El exilio como fortaleza, se convierte en el sello distintivo que hasta ahora construye la visión conjunta de Jorge Thielen como director, guionista y productor; Rodrigo Michelangeli como co-guionista, productor y director de fotografía; y el colombiano Felipe Guerrero como editor y productor de La soledad y La fortaleza. Logrando trascender lo personal a lo político y social, pero a través de un estilismo sensorial que opta por elegir a la denuncia como un elemento periférico y a la condición humana como el epicentro. Similar a la trilogía Calabresa, de Jonas Carpignano, que a través de su doble nacionalidad, utiliza el destierro como lenguaje y su distancia como la oportunidad de desmantelar los estereotipos de su nación.

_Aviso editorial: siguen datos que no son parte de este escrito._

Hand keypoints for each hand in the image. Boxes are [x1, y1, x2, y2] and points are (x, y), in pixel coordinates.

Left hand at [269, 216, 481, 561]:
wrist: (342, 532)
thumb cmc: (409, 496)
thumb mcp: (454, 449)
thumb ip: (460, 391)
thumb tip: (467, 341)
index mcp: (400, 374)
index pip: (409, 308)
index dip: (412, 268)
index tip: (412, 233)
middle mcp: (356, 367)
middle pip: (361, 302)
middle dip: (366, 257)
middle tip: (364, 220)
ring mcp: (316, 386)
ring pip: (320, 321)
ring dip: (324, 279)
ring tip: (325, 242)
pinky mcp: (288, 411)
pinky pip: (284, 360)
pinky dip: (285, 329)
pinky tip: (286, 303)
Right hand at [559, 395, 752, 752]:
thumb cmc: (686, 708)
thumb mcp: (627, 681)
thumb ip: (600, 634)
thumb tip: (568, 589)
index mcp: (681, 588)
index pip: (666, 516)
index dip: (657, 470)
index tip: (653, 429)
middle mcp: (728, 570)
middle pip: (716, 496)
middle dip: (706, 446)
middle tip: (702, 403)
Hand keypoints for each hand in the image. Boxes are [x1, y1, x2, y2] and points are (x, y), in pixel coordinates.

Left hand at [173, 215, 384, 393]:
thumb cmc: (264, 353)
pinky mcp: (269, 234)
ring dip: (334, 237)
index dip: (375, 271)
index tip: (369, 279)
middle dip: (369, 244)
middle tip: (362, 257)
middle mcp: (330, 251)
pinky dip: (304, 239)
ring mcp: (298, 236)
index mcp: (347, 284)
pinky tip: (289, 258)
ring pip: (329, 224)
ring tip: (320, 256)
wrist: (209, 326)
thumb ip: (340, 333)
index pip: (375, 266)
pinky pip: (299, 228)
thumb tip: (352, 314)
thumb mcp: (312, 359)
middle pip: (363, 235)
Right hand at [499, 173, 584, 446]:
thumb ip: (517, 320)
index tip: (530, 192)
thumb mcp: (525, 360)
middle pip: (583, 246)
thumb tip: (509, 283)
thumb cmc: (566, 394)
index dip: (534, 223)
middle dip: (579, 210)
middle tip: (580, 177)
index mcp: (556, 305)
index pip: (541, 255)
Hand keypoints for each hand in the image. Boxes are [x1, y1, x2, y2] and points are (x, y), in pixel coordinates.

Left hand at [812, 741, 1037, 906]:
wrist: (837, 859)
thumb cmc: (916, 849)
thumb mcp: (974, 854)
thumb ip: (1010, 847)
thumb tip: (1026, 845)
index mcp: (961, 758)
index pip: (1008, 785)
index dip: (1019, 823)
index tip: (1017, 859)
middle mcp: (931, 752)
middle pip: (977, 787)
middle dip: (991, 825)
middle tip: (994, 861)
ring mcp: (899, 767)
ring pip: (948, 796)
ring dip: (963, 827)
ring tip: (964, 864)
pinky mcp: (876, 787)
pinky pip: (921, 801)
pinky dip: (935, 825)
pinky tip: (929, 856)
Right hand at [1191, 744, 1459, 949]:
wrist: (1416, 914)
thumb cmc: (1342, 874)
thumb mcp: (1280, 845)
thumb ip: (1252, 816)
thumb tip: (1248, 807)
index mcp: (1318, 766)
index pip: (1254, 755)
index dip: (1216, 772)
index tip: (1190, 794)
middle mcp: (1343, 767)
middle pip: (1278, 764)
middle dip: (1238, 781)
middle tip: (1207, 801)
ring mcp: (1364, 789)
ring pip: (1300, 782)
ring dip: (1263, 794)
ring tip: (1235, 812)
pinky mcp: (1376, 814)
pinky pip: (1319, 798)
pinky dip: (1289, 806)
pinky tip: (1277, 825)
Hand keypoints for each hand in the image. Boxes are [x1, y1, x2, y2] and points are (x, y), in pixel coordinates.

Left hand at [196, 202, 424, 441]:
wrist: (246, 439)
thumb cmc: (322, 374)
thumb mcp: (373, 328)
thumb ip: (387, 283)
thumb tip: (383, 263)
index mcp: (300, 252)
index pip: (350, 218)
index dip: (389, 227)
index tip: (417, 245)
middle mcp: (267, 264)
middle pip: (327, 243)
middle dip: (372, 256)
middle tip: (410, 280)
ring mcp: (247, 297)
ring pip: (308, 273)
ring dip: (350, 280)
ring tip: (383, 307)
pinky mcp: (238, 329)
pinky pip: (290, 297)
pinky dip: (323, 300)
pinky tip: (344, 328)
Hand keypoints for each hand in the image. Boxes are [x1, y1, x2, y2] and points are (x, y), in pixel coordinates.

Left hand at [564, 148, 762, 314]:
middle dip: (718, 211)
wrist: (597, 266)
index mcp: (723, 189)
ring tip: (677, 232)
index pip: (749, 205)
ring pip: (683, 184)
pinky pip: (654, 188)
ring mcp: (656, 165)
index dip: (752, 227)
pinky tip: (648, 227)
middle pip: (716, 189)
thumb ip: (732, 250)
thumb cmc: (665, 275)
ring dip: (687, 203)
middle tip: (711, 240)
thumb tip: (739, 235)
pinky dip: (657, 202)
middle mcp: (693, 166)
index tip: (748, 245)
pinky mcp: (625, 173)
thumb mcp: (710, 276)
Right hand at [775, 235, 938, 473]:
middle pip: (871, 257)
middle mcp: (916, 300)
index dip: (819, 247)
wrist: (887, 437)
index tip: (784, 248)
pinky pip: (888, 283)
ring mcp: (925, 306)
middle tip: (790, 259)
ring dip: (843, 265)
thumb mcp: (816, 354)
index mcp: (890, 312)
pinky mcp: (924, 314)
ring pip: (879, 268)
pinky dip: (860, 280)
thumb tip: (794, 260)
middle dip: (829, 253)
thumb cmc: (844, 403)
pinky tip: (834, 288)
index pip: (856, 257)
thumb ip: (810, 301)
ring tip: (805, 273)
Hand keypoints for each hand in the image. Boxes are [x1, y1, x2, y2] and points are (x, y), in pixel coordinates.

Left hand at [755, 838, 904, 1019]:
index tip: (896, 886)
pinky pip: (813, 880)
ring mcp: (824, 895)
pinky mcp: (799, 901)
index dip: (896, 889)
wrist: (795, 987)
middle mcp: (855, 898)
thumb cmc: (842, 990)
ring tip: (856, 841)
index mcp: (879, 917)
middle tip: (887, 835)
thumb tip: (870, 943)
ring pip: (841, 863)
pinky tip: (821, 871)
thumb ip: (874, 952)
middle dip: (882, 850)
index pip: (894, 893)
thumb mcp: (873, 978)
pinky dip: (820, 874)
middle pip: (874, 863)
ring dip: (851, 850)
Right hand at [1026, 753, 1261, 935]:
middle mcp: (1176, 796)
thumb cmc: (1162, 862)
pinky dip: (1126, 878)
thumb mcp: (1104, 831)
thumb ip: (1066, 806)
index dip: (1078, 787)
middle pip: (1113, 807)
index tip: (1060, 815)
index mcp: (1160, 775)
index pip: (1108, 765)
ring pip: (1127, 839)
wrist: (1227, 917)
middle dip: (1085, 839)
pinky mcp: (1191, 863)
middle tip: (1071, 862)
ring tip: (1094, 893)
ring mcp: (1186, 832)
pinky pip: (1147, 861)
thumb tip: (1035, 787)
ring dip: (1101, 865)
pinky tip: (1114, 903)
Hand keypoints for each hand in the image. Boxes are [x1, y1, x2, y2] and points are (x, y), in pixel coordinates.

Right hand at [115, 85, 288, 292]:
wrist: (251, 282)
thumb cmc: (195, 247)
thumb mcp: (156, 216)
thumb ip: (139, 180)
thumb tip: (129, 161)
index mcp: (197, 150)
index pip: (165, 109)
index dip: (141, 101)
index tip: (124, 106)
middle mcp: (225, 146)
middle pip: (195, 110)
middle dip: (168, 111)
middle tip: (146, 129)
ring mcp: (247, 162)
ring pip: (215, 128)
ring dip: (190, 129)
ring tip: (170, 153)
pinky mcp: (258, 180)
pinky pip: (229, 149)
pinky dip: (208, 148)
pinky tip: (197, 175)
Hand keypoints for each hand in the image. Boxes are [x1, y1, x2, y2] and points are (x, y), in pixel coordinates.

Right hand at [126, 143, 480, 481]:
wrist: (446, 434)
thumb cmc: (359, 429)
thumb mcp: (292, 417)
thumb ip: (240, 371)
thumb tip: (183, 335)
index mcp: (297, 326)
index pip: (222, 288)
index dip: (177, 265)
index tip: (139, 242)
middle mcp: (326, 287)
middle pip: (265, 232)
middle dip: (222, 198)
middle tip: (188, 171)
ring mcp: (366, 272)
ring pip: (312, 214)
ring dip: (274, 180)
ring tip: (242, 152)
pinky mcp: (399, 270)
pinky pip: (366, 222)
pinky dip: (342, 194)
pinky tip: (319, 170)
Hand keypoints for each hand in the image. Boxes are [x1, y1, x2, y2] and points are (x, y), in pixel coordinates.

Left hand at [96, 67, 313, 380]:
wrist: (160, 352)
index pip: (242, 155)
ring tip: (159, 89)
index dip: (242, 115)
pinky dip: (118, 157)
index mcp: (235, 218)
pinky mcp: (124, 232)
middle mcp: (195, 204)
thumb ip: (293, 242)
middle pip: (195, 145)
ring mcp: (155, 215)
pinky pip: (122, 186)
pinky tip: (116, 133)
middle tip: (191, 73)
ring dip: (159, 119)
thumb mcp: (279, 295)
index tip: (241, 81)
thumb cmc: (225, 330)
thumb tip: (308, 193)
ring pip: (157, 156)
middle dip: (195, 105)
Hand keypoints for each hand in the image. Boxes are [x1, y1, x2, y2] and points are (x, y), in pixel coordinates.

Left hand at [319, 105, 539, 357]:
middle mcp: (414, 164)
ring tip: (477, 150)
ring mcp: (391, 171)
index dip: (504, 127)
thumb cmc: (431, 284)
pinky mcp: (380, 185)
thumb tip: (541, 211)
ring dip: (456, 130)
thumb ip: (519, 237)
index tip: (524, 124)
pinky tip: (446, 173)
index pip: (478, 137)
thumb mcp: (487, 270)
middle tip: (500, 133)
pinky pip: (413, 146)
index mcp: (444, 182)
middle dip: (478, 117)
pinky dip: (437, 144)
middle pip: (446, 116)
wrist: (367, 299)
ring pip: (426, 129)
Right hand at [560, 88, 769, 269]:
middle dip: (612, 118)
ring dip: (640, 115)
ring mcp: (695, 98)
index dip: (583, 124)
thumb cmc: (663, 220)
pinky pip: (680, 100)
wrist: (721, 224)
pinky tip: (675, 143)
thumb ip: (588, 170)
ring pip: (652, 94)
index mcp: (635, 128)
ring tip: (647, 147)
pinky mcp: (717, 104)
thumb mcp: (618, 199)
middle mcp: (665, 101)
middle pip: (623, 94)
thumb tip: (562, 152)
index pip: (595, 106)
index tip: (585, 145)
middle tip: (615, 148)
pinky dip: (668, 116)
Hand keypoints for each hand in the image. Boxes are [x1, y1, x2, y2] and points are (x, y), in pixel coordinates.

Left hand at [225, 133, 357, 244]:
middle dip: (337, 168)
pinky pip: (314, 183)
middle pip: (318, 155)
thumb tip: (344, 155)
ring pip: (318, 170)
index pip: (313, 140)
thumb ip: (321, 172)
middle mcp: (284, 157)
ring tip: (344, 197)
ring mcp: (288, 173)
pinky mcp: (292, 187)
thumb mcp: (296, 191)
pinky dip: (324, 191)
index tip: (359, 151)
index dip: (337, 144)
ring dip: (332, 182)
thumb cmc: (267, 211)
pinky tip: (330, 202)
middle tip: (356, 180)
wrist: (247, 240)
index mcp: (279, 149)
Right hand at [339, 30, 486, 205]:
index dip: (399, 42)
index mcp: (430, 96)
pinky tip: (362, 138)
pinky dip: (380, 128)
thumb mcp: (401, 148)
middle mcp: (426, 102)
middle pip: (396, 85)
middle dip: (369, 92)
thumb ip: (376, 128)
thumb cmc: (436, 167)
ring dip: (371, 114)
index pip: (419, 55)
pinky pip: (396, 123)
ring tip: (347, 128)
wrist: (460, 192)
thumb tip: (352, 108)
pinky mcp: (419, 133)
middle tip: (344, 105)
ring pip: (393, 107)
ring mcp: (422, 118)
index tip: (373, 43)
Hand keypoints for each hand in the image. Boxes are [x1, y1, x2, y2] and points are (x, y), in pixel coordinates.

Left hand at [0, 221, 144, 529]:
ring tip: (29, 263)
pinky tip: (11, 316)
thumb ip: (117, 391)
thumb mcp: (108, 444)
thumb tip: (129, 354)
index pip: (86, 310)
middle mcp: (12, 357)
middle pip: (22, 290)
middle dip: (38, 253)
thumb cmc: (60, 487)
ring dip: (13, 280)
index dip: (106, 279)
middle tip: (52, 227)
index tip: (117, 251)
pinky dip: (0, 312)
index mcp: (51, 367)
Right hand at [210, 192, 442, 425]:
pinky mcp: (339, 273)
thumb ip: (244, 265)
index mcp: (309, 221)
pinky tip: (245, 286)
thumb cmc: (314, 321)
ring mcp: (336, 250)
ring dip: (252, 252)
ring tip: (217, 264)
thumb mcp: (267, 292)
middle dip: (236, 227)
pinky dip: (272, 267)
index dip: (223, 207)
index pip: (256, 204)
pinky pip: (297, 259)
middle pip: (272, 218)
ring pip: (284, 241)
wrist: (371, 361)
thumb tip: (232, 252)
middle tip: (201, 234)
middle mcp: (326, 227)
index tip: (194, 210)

A partir de personajes enrevesados y difíciles, exponen la complejidad de la realidad, uniendo a la crisis política y económica, la dificultad del amor, la familia o la soledad.

 

El meta relato que compone la trama, se convierte en la frontera estética entre la ficción y la realidad. El espectador entra en una experiencia singular desde la cual la película puede entenderse y apreciarse, ya sea únicamente como un relato cinematográfico o, por el contrario, como un testimonio verídico y autorreferencial documental. No obstante, un acercamiento meticuloso entrelaza ambas perspectivas, aproximándonos a un proceso creativo y humano de redención y sacrificio en el que podemos apreciar, a través de la sutileza, la caótica relación de un padre con su hijo y su inmenso deseo de reconciliarse a partir de lenguajes y perspectivas diametralmente opuestas. Reuniendo este elemento, en las viejas fotografías familiares que al inicio son la marca de verdad de la narración, pero que al final, a través de sus rayones y distorsiones sobre la imagen, se convierten en la prueba de una verdad que se reescribe y una relación que se transforma a través del cine.

 

El limbo en el que se desarrolla la historia y la producción de la película también alude al espacio invisible que termina por habitar el que vive el exilio y el desarraigo. Sumándose al cine reciente venezolano que se caracteriza por hacerse desde el exterior pero con un marcado interés por su primera patria. Permitiendo que el diálogo con su realidad se convierta en una conversación internacional, más allá de las noticias o experiencias con sus migrantes. Esto influye particularmente en la audiencia colombiana, a la que una película venezolana que no plantee como eje central la crisis del país vecino, puede volver a sensibilizar y fomentar la empatía con ese otro extranjero que es en esencia igual pero que a partir de las narrativas diarias ha despertado sentimientos xenófobos. Así, la reconciliación de un padre con su hijo puede ser un eslabón en el inicio de la reconciliación entre dos naciones hermanas.

 

Con retazos biográficos, Jorge asume la creación cinematográfica de la misma manera que los dos protagonistas de sus películas, con una necesidad de renovación que no se concreta simplemente en el hecho de recordar lo vivido, sino, sobre todo, en reconstruir, a partir de las ruinas del recuerdo un propósito al dolor de haber partido y al inevitable desarraigo. A través de un microcosmos en el que las imágenes actúan como “codificadoras” de las emociones y sentimientos, y al introducir con gran acierto la naturaleza como mediadora entre el sujeto y la realidad, construye un cine de rebeldes y conquistadores anónimos que enaltecen su imperfecta humanidad como su mejor rasgo.

 

El aislamiento obligatorio con el que la película propone al cuerpo como el único territorio indómito que no pueden expatriarnos, reafirma a “la fortaleza” interior como el vehículo principal para asumir y resignificar no solo el exilio sino la vida misma. Apartándose de una narración en la que la naturaleza, la política o la economía corrompen o imposibilitan la cordura y el buen vivir, Jorge Thielen Armand nos enfrenta a una verdad incontenible, planteada por Oneti: vivir es enfrentarnos a “la maniática tarea de construir eternidades con elemento hechos de fugacidad, tránsito y olvido”.